Centrifugal apheresis is preferred for its efficiency and lesser incidence  of adverse reactions. It is performed by Cell Separator devices based on any one of the following two techniques:
• Intermittent flow separation – in which the procedure is performed in draw and return cycles to obtain the desired quantity of the product. This is essentially a single-needle process wherein the separation and collection are intermittent. This method takes more time and involves high extracorporeal blood volume.

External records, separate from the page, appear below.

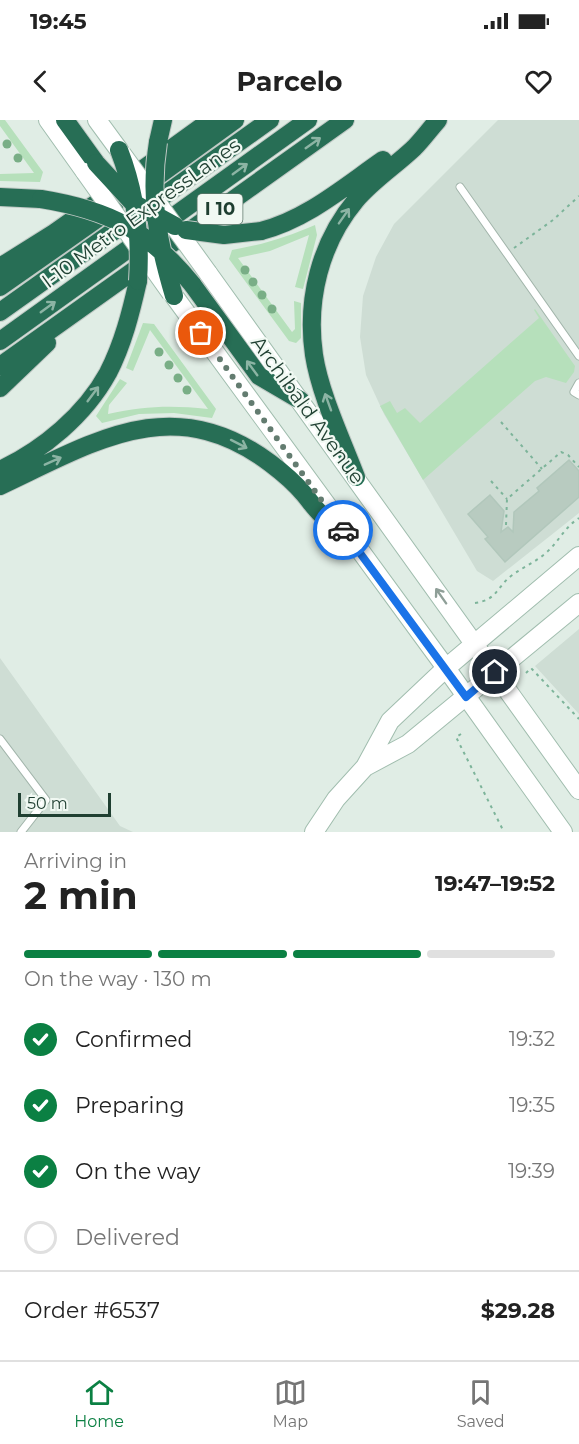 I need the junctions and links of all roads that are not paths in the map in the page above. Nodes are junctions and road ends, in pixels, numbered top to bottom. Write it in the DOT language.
graph roads {
  1 [pos="48,120"];
  2 [pos="65,120"];
  3 [pos="97,120"];
  4 [pos="163,120"];
  5 [pos="211,120"];
  6 [pos="235,120"];
  7 [pos="270,120"];
  8 [pos="308,120"];
  9 [pos="345,120"];
  10 [pos="438,120"];
  11 [pos="119,150"];
  12 [pos="90,167"];
  13 [pos="460,187"];
  14 [pos="0,197"];
  15 [pos="154,198"];
  16 [pos="133,203"];
  17 [pos="156,217"];
  18 [pos="121,221"];
  19 [pos="175,226"];
  20 [pos="139,240"];
  21 [pos="161,251"];
  22 [pos="0,267"];
  23 [pos="0,287"];
  24 [pos="174,296"];
  25 [pos="94,298"];
  26 [pos="0,312"];
  27 [pos="0,341"];
  28 [pos="579,356"];
  29 [pos="0,366"];
  30 [pos="579,383"];
  31 [pos="0,388"];
  32 [pos="576,394"];
  33 [pos="300,400"];
  34 [pos="0,470"];
  35 [pos="356,477"];
  36 [pos="0,486"];
  37 [pos="347,535"];
  38 [pos="579,556"];
  39 [pos="579,603"];
  40 [pos="475,644"];
  41 [pos="446,668"];
  42 [pos="495,672"];
  43 [pos="466,697"];
  44 [pos="0,739"];
  45 [pos="364,767"];
  46 [pos="579,790"];
  47 [pos="21,832"];
  48 [pos="314,832"];
  49 [pos="562,832"];
  1 -- 12 [label="main road"];
  2 -- 12 [label="highway"];
  3 -- 11 [label="main road, Archibald Avenue"];
  4 -- 15 [label="highway, bridge"];
  5 -- 22 [label="highway"];
  6 -- 23 [label="highway"];
  7 -- 26 [label="highway, I-10 Metro ExpressLanes"];
  27 -- 8 [label="highway, I-10 Metro ExpressLanes, one-way"];
  25 -- 9 [label="highway, I 10, one-way"];
  10 -- 19 [label="highway, bridge"];
  35 -- 10 [label="highway, one-way"];
  11 -- 15 [label="main road, Archibald Avenue, bridge"];
  11 -- 16 [label="highway, bridge"];
  12 -- 16 [label="highway, bridge"];
  12 -- 18 [label="main road, bridge"];
  13 -- 28 [label="lane"];
  14 -- 18 [label="highway, bridge"];
  15 -- 17 [label="highway, bridge"];
  15 -- 19 [label="main road, Archibald Avenue, bridge"];
  16 -- 17 [label="highway, bridge"];
  16 -- 20 [label="highway, bridge"];
  17 -- 19 [label="highway, bridge"];
  17 -- 21 [label="highway, bridge"];
  18 -- 20 [label="main road, bridge"];
  19 -- 33 [label="main road, Archibald Avenue, bridge"];
  20 -- 21 [label="highway, bridge"];
  20 -- 24 [label="main road, bridge"];
  34 -- 20 [label="highway, one-way, bridge"];
  21 -- 24 [label="highway, bridge"];
  33 -- 21 [label="highway, one-way, bridge"];
  24 -- 37 [label="main road"];
  25 -- 29 [label="highway, I 10"];
  25 -- 31 [label="highway"];
  30 -- 32 [label="lane"];
  33 -- 35 [label="main road, Archibald Avenue"];
  40 -- 35 [label="main road, Archibald Avenue, one-way"];
  36 -- 37 [label="highway, one-way"];
  37 -- 41 [label="main road"];
  38 -- 40 [label="main road"];
  39 -- 42 [label="main road"];
  40 -- 41 [label="main road"];
  40 -- 42 [label="main road, Archibald Avenue"];
  41 -- 43 [label="main road"];
  41 -- 45 [label="main road"];
  42 -- 43 [label="main road"];
  42 -- 46 [label="main road, Archibald Avenue"];
  43 -- 45 [label="main road"];
  43 -- 49 [label="main road"];
  44 -- 47 [label="lane"];
  45 -- 48 [label="main road"];
}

• Continuous-flow separation – Here, the blood is drawn, separated and returned simultaneously with continuous separation of the blood taking place inside the machine. It is usually a dual-needle procedure as blood is drawn from one arm and returned through the other arm. This method maintains the isovolumic status of the donor/patient, reducing the procedure time through continuous return. Apheresis, today, plays a major role
in cell therapy, which is slowly but surely gaining global acceptance in the treatment of haematological and oncological diseases. In short, the field of apheresis has shown remarkable growth in terms of advancement and acceptance and is continuously evolving. It has enhanced our understanding and capability to improvise safe blood collections and transfusion practices leading to optimum patient care.